The guidelines below are meant for improving the efficiency of organized analysis within ALICE analysis framework. Once a given analysis algorithm is implemented following the AliAnalysisTask rules, it becomes compliant with the framework and it can be run in the same process with other such tasks. This mode will ensure fast and efficient access to data as soon as this is available in AliEn catalog or staged in the CAF cluster. This approach may however fail if some simple rules are not followed:

  • The analysis tasks are available in AliRoot SVN repository, compiled in libraries.

  • Configuration for analysis tasks is done using available macros which are also available and maintained in sync with the analysis code by PWG.

  • The analysis tasks are accessing and relying only on standard data types which are made available via the framework (ESD or AOD).

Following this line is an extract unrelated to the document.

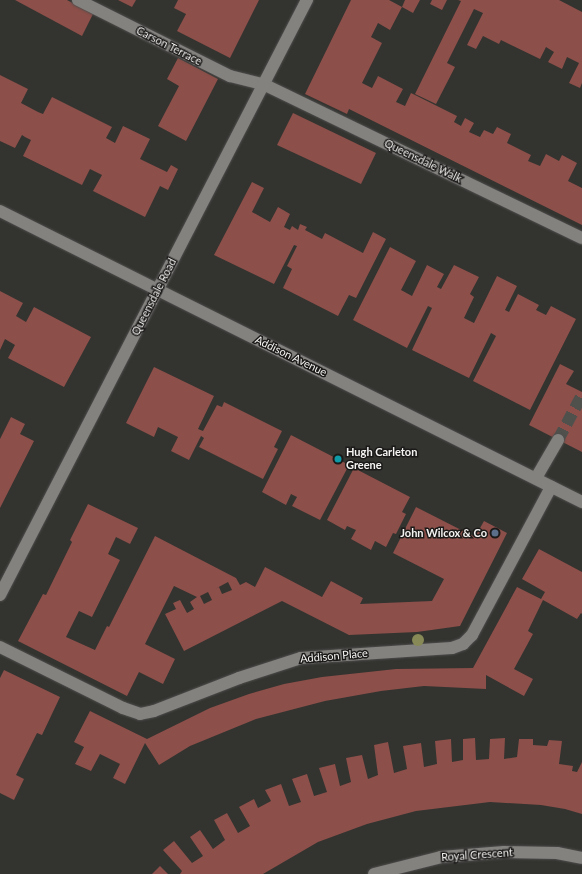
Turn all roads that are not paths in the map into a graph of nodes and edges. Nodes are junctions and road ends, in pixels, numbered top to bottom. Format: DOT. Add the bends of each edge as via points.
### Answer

  • When running in parallel in the same process, memory and CPU- prohibitive tasks will affect the execution of the whole train.

For having a fast analysis development cycle we foresee the deployment of a light analysis package in AliEn. This will include the analysis framework and base libraries (STEERBase, ESD, AOD, ANALYSIS, ANALYSISalice, CORRFW) plus the agreed code and analysis tasks from PWG. No other direct dependencies on core libraries or detector code are foreseen. This “light” analysis package will also include the configuration to be applied to analysis tasks and will be deployed much more frequent than AliRoot releases. This will allow running regularly “trains” over the available data giving a fast feedback.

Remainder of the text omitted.